> Data shown
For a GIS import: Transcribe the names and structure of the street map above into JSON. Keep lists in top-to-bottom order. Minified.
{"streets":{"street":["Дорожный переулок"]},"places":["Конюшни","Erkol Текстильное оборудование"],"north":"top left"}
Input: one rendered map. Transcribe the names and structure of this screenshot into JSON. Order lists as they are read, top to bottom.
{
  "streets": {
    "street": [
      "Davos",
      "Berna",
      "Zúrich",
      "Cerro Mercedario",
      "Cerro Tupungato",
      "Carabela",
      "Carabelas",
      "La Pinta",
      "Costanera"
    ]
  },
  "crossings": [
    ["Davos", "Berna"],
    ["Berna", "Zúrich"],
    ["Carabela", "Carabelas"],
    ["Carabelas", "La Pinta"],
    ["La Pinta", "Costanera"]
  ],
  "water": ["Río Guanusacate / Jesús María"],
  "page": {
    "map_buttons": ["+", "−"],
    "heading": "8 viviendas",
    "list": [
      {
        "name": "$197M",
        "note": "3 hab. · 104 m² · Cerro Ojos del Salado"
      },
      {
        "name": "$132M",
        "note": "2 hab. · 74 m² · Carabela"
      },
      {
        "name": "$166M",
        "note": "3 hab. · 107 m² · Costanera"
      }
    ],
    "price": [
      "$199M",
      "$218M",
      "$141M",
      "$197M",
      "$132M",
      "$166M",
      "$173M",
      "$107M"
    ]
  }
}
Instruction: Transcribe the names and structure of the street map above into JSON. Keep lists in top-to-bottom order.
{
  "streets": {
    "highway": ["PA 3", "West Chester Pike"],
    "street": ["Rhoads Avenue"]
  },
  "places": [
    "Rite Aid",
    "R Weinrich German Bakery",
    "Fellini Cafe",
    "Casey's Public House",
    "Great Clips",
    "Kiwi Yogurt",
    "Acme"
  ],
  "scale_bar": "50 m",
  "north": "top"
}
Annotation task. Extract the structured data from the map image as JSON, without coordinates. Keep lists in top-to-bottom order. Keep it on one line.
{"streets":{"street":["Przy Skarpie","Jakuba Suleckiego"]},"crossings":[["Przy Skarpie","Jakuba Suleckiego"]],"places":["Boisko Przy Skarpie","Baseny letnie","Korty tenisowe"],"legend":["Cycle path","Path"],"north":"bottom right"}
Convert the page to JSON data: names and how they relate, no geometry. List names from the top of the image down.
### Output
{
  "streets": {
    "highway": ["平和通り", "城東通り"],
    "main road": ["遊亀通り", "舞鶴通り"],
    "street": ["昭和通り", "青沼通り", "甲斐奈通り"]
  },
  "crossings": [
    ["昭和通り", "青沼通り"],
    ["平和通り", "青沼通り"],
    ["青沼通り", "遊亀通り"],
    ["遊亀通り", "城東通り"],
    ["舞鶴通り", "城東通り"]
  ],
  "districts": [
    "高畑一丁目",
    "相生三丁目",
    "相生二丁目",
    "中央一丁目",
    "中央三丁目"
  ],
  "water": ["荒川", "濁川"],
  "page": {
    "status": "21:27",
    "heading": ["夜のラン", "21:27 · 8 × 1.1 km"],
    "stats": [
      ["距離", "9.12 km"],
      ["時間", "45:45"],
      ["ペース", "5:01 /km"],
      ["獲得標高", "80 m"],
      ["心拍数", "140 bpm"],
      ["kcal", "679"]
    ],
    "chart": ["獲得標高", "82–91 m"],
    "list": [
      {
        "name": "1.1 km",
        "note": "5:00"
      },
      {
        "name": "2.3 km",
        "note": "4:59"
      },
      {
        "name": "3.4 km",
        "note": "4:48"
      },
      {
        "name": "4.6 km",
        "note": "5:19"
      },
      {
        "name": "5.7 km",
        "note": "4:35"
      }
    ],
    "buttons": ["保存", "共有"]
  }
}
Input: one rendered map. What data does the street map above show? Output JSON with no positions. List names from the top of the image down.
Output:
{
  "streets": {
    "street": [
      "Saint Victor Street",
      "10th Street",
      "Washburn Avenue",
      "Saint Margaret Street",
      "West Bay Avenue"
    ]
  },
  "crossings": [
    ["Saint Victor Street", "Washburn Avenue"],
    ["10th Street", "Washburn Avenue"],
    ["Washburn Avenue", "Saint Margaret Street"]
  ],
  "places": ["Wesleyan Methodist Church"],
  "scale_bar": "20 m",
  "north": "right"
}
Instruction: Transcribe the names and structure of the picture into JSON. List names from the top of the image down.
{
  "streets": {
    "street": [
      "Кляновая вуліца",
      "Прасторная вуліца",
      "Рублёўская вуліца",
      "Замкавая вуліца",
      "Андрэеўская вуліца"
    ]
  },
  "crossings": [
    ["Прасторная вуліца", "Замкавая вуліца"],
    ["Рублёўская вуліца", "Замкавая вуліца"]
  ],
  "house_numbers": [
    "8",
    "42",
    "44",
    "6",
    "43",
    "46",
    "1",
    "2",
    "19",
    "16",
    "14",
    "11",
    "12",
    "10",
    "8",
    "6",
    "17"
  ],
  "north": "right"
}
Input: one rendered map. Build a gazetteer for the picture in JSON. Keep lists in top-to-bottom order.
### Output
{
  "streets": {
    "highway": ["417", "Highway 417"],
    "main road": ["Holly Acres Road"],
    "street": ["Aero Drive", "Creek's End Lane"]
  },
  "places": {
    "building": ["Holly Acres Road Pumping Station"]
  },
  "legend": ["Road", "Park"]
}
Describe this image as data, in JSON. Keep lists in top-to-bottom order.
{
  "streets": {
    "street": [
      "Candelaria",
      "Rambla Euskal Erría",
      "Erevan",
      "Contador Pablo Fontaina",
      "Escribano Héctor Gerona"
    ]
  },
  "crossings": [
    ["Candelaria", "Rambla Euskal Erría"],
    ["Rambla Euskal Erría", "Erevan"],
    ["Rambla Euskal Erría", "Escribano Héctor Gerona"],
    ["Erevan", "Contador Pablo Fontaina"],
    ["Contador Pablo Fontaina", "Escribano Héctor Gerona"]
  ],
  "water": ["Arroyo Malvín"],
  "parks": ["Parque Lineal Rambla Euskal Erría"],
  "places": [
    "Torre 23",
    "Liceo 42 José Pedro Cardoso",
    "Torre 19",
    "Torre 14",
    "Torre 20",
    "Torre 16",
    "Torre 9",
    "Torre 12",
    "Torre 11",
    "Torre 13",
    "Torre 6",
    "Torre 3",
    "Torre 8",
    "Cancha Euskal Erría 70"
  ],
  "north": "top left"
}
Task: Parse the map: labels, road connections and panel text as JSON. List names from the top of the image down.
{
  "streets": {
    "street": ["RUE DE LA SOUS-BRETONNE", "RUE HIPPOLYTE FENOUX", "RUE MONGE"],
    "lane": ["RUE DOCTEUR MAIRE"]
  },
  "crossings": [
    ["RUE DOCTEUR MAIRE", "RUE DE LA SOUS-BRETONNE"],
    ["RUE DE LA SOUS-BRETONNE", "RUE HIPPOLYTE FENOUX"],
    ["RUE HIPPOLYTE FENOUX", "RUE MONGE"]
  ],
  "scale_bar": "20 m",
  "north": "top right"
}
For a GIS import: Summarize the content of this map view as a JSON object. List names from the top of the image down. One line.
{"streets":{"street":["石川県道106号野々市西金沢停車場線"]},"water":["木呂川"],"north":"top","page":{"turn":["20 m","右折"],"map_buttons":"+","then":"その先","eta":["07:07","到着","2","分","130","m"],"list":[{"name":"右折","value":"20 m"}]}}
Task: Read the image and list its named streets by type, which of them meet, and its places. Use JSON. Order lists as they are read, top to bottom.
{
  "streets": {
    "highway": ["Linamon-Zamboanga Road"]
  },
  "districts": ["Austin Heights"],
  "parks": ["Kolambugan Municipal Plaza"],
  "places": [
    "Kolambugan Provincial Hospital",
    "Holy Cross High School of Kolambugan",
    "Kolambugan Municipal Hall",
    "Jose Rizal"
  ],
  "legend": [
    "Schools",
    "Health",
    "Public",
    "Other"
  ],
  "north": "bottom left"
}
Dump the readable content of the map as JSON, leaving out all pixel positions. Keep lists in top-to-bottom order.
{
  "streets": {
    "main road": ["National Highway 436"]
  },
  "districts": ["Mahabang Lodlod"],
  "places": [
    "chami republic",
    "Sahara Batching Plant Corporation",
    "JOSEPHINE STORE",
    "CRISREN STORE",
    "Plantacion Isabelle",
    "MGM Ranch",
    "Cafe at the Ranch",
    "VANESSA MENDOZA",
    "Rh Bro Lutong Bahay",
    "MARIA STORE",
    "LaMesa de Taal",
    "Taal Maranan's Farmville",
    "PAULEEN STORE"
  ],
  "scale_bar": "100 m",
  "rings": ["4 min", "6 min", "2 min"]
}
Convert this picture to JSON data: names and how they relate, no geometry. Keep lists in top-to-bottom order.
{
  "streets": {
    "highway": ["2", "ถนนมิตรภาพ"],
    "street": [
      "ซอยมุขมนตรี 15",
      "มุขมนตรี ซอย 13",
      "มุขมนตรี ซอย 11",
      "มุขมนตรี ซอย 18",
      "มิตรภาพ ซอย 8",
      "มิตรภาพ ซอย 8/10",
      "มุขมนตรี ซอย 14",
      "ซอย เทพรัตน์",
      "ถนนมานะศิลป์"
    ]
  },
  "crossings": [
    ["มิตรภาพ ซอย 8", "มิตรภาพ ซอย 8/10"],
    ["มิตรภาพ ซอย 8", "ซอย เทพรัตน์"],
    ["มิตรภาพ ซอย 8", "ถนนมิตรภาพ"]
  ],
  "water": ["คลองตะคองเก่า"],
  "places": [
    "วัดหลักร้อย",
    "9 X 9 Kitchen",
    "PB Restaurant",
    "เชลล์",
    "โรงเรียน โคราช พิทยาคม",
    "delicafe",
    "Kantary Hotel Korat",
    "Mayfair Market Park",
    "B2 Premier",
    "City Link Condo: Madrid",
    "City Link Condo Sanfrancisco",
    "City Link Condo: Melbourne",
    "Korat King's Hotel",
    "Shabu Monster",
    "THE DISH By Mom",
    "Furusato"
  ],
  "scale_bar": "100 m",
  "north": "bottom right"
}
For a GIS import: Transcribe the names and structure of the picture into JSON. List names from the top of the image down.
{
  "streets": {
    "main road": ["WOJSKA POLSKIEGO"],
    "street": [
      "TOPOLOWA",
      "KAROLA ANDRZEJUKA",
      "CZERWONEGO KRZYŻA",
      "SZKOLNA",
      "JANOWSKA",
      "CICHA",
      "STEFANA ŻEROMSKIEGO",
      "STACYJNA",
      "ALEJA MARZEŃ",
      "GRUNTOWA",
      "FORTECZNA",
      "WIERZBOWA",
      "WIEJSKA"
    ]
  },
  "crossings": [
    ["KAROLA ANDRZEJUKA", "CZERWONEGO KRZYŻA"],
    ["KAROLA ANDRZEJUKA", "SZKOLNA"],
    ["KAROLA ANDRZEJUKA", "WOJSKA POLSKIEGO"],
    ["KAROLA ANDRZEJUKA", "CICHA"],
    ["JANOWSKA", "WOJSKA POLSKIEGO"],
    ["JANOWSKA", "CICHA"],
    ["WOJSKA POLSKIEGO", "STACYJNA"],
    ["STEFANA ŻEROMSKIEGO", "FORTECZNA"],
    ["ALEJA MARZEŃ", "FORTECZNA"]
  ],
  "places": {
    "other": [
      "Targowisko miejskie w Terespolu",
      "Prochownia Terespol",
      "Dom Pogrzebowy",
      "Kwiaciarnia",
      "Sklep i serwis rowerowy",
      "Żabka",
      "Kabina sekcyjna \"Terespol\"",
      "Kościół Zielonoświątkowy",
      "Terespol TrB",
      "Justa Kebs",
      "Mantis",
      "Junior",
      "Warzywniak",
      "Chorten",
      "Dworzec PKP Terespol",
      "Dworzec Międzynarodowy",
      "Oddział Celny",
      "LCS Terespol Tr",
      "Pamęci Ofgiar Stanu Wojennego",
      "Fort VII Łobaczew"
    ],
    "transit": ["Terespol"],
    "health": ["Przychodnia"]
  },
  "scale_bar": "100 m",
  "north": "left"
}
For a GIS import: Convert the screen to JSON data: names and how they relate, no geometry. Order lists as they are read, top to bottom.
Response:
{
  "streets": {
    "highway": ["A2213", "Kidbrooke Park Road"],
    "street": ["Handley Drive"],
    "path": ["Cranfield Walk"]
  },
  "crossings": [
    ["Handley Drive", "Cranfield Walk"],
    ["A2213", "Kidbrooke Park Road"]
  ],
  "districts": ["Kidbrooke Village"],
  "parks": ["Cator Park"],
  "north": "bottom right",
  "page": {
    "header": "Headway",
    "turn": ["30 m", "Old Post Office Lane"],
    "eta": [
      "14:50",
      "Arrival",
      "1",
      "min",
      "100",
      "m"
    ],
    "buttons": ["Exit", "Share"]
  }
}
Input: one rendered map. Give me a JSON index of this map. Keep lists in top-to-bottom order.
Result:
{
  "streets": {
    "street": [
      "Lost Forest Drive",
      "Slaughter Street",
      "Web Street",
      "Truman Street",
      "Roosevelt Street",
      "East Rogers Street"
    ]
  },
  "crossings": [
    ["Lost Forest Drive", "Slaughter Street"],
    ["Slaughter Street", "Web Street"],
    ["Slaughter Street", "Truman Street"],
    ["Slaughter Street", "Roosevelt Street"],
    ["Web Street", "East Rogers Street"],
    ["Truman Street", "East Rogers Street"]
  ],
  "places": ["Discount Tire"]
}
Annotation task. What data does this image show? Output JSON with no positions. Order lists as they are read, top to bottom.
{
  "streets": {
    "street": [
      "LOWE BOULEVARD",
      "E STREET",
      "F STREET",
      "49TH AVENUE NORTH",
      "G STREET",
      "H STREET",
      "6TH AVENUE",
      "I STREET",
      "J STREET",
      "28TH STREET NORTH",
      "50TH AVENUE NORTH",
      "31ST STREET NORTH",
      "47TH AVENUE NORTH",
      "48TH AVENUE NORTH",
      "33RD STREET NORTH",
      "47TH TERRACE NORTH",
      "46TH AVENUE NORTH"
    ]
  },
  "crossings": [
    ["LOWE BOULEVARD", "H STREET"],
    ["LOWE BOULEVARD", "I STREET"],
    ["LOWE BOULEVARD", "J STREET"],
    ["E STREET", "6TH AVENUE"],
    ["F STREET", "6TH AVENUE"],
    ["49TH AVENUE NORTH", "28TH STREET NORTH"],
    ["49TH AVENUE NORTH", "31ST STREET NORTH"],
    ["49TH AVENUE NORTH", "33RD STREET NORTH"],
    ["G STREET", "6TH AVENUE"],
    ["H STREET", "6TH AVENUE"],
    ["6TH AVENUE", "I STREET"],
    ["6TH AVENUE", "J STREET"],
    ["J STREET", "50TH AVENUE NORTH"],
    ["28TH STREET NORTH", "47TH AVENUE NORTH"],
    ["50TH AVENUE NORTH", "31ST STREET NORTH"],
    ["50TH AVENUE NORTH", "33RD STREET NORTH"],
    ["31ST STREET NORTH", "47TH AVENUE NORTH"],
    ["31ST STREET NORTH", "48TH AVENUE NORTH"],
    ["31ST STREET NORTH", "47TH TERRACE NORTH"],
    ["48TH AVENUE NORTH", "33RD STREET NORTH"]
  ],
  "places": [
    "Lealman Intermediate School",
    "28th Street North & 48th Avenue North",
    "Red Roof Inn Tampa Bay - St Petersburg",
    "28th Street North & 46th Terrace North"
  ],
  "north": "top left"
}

> What you are asked to do
Once the line with "Instruction: Transcribe the names and structure of the picture" is found in the records above, print exactly that line and every line after it through the line with "Input: one rendered map. Build".

> Answer to the problem
Instruction: Transcribe the names and structure of the picture into JSON. List names from the top of the image down.
{
  "streets": {
    "street": [
      "Кляновая вуліца",
      "Прасторная вуліца",
      "Рублёўская вуліца",
      "Замкавая вуліца",
      "Андрэеўская вуліца"
    ]
  },
  "crossings": [
    ["Прасторная вуліца", "Замкавая вуліца"],
    ["Рублёўская вуліца", "Замкавая вуліца"]
  ],
  "house_numbers": [
    "8",
    "42",
    "44",
    "6",
    "43",
    "46",
    "1",
    "2",
    "19",
    "16",
    "14",
    "11",
    "12",
    "10",
    "8",
    "6",
    "17"
  ],
  "north": "right"
}
Input: one rendered map. Build a gazetteer for the picture in JSON. Keep lists in top-to-bottom order.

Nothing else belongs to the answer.